Assignment:
Wherever the word "nodes" appears in the entries, copy the whole line.

Data for this task:
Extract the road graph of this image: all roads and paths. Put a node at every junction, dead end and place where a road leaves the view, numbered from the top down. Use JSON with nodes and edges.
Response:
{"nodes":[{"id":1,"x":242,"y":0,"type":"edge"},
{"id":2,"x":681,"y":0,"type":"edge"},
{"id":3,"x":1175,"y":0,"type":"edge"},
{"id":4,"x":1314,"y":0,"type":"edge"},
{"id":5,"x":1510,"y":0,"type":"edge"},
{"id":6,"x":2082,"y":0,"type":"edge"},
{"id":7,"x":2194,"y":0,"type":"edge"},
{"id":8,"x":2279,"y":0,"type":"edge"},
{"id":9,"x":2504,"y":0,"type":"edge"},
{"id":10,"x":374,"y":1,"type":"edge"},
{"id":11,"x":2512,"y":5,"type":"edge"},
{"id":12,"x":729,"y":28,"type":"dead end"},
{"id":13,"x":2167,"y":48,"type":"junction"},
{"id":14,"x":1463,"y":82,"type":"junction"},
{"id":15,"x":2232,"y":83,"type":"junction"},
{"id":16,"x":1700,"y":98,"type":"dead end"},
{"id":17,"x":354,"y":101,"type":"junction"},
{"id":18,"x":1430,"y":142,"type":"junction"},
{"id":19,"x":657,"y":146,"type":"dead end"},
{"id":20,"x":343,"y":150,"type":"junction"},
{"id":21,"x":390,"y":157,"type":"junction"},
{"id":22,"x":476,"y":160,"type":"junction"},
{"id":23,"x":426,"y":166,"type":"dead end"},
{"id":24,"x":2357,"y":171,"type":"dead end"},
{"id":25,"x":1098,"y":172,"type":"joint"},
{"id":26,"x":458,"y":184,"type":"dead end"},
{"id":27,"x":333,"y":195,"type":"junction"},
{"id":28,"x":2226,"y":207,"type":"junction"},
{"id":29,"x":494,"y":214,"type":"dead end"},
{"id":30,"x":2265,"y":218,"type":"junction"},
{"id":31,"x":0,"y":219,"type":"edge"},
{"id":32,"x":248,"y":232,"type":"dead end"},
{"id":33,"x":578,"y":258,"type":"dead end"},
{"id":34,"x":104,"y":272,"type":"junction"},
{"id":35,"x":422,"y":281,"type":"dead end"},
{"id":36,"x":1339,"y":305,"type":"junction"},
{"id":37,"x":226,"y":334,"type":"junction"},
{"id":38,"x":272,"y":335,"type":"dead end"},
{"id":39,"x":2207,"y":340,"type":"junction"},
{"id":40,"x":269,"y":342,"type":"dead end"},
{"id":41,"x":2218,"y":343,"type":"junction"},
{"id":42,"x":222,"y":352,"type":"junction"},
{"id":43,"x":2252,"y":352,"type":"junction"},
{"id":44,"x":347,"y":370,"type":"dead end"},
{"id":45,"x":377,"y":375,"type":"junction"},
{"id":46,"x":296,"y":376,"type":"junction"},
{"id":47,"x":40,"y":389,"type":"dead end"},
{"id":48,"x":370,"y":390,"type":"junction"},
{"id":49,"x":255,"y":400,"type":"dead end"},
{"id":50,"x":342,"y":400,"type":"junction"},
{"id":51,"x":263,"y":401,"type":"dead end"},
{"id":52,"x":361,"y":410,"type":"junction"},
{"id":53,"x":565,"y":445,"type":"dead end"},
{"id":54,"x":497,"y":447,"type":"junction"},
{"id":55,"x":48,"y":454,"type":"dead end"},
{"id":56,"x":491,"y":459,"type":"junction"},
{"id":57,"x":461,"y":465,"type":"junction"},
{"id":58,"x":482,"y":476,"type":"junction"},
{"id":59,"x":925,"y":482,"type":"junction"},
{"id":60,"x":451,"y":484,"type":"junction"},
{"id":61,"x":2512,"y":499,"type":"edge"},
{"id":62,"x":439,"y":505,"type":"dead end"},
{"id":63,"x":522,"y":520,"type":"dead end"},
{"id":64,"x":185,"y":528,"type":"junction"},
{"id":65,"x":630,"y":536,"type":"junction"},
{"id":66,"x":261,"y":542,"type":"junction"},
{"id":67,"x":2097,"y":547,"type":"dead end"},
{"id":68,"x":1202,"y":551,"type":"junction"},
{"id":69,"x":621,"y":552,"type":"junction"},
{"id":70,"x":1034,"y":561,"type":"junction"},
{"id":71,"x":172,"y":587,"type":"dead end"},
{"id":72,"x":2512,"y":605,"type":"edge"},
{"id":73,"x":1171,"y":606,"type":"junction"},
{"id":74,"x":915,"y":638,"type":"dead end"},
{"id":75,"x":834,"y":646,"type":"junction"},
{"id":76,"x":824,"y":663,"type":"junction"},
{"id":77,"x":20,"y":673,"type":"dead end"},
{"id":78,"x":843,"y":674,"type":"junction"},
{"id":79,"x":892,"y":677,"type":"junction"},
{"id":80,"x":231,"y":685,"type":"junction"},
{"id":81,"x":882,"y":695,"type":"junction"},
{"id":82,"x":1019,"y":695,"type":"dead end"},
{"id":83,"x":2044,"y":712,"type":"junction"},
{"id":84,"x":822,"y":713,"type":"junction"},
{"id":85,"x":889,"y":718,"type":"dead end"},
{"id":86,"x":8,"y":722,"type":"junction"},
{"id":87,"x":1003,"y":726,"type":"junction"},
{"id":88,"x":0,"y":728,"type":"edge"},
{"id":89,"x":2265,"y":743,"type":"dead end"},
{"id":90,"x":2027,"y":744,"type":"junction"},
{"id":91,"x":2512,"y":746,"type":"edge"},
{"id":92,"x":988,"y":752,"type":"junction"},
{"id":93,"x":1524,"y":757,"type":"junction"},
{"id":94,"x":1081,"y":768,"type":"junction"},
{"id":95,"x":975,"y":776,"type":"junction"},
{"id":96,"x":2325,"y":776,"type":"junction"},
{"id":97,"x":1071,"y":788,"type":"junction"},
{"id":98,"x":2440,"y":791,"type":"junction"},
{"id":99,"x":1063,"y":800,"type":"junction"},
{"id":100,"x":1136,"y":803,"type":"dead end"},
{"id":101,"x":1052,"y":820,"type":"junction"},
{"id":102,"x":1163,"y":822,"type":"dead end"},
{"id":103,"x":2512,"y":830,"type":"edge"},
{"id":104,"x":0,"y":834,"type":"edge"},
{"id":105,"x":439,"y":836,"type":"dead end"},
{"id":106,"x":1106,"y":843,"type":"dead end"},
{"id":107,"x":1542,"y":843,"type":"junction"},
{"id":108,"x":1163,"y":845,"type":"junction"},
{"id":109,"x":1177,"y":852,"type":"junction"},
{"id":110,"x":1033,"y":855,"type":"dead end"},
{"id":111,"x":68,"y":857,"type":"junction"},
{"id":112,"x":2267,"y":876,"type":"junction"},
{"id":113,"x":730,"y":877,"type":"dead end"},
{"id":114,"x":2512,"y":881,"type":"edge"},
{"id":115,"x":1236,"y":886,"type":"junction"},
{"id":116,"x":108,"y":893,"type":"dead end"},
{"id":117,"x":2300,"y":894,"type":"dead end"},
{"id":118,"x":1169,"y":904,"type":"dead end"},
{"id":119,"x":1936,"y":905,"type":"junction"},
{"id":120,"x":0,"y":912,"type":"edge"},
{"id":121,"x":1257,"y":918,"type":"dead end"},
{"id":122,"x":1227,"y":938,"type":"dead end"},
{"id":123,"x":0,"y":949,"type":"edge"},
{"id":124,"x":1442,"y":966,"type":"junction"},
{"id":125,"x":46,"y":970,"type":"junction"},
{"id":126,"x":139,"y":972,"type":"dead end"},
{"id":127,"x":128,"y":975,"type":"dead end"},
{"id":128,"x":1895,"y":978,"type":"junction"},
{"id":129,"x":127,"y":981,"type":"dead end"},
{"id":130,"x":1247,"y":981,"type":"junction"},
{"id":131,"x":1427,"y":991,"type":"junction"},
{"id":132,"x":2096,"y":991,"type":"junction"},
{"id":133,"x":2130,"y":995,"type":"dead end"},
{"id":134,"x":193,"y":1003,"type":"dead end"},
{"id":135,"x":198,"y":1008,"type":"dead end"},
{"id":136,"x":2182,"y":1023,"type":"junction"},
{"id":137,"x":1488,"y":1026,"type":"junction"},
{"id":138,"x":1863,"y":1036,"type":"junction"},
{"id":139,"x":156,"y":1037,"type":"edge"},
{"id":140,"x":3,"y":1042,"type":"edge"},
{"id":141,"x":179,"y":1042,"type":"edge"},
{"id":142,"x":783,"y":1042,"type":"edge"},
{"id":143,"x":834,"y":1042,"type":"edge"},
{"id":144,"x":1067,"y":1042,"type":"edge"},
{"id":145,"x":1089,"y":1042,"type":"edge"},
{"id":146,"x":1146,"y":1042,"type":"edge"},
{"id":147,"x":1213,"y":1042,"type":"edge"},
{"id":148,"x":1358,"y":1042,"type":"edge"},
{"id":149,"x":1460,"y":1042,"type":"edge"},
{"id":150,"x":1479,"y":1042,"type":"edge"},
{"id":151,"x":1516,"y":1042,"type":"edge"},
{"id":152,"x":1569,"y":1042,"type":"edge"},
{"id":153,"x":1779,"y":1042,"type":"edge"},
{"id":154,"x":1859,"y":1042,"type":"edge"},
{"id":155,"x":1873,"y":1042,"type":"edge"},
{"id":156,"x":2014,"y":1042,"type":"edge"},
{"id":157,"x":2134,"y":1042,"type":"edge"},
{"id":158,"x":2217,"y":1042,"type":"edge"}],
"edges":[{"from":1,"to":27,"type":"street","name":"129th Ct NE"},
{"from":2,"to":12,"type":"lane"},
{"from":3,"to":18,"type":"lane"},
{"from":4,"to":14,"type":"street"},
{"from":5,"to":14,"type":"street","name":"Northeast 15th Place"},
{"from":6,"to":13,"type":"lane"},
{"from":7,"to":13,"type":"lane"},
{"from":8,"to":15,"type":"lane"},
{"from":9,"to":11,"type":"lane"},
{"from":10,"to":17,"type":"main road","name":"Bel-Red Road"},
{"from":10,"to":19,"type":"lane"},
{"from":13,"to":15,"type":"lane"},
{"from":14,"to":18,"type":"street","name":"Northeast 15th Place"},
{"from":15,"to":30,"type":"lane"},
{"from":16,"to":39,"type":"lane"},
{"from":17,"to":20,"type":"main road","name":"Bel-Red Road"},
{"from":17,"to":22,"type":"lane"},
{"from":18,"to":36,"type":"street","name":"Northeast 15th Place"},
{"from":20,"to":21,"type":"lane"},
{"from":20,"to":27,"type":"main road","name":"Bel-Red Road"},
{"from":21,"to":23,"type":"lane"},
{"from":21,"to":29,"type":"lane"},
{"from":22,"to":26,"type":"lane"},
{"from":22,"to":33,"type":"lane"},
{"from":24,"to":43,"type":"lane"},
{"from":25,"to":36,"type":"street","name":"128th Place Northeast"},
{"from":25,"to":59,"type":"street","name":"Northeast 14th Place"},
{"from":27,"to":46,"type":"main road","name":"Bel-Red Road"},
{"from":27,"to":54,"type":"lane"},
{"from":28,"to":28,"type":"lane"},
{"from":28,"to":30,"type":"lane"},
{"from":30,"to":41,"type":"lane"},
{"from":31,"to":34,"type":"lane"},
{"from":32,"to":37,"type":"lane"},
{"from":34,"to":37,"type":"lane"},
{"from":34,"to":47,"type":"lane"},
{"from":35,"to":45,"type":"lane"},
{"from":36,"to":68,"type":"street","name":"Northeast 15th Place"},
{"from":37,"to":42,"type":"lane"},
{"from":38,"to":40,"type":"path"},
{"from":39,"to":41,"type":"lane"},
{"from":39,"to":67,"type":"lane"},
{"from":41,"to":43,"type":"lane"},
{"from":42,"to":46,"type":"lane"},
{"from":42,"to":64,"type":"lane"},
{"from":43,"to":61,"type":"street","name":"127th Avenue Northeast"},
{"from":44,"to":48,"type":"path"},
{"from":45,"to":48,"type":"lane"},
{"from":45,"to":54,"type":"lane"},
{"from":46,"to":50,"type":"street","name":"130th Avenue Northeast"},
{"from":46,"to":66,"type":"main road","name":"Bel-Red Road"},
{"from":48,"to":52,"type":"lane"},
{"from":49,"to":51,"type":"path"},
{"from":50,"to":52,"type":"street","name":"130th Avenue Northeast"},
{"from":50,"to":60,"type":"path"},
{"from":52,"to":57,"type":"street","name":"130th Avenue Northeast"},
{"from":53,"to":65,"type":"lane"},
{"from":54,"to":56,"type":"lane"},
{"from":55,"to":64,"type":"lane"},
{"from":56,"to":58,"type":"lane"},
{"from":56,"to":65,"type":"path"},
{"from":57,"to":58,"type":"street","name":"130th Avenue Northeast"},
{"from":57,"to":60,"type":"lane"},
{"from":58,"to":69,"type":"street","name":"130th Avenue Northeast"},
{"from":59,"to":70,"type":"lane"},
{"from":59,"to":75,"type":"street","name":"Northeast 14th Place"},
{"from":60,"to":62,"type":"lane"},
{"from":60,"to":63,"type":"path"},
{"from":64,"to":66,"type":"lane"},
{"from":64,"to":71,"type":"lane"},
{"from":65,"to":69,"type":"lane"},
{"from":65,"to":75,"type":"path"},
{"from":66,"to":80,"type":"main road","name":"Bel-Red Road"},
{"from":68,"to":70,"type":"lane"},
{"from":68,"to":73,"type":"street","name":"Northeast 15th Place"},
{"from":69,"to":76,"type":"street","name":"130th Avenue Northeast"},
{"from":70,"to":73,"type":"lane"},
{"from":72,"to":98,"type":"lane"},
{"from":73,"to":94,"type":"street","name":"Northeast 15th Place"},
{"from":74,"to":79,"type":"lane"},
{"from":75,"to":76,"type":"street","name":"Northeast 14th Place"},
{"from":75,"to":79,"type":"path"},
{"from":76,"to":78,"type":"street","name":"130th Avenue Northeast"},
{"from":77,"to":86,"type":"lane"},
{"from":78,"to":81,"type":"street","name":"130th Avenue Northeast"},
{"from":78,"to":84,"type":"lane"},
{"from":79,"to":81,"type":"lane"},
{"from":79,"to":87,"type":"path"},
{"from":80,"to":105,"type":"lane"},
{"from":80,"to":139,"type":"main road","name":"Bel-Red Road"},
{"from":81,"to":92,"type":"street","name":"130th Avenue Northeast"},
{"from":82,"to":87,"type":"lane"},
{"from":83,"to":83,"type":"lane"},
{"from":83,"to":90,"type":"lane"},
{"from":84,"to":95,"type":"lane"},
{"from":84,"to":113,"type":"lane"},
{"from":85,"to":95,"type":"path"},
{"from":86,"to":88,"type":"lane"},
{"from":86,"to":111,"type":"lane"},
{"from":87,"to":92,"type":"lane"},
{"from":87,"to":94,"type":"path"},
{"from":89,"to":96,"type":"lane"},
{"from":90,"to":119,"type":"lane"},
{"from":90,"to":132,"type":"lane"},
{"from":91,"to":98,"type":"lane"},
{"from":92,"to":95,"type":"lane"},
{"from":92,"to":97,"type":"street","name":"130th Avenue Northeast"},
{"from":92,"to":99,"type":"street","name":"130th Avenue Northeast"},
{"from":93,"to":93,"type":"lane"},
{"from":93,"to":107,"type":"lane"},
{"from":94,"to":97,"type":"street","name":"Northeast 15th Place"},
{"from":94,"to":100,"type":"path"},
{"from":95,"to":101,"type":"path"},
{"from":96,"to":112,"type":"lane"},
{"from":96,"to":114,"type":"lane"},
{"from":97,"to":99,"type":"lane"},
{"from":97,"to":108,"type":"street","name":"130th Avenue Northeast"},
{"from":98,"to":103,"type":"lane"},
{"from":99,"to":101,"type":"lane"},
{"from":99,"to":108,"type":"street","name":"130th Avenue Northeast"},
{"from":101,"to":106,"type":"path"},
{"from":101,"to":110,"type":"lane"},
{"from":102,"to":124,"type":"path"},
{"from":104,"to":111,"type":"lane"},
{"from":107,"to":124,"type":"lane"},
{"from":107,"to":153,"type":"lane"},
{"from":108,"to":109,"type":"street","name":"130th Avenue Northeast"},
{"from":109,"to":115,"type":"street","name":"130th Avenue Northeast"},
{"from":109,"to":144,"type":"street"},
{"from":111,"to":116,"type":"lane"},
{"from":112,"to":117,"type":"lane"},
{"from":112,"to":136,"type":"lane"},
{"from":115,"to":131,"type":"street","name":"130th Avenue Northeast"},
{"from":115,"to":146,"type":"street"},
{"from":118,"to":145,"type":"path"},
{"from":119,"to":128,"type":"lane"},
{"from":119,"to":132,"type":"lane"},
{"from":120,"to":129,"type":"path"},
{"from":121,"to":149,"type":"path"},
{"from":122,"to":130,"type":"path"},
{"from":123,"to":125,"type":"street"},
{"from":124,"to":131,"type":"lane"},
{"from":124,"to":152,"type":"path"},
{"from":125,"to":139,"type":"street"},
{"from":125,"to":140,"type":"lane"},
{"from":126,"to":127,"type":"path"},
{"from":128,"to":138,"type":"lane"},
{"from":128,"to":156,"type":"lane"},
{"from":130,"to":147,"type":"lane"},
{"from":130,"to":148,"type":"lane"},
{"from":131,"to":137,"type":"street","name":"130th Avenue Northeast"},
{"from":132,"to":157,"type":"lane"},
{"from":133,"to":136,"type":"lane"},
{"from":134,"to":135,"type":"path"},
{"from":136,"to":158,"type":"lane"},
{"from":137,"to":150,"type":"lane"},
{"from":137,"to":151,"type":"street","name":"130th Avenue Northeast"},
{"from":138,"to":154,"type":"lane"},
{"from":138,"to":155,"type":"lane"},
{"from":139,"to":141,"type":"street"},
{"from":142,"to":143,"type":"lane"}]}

Answer to the exercise:
Extract the road graph of this image: all roads and paths. Put a node at every junction, dead end and place where a road leaves the view, numbered from the top down. Use JSON with nodes and edges.
{"nodes":[{"id":1,"x":242,"y":0,"type":"edge"},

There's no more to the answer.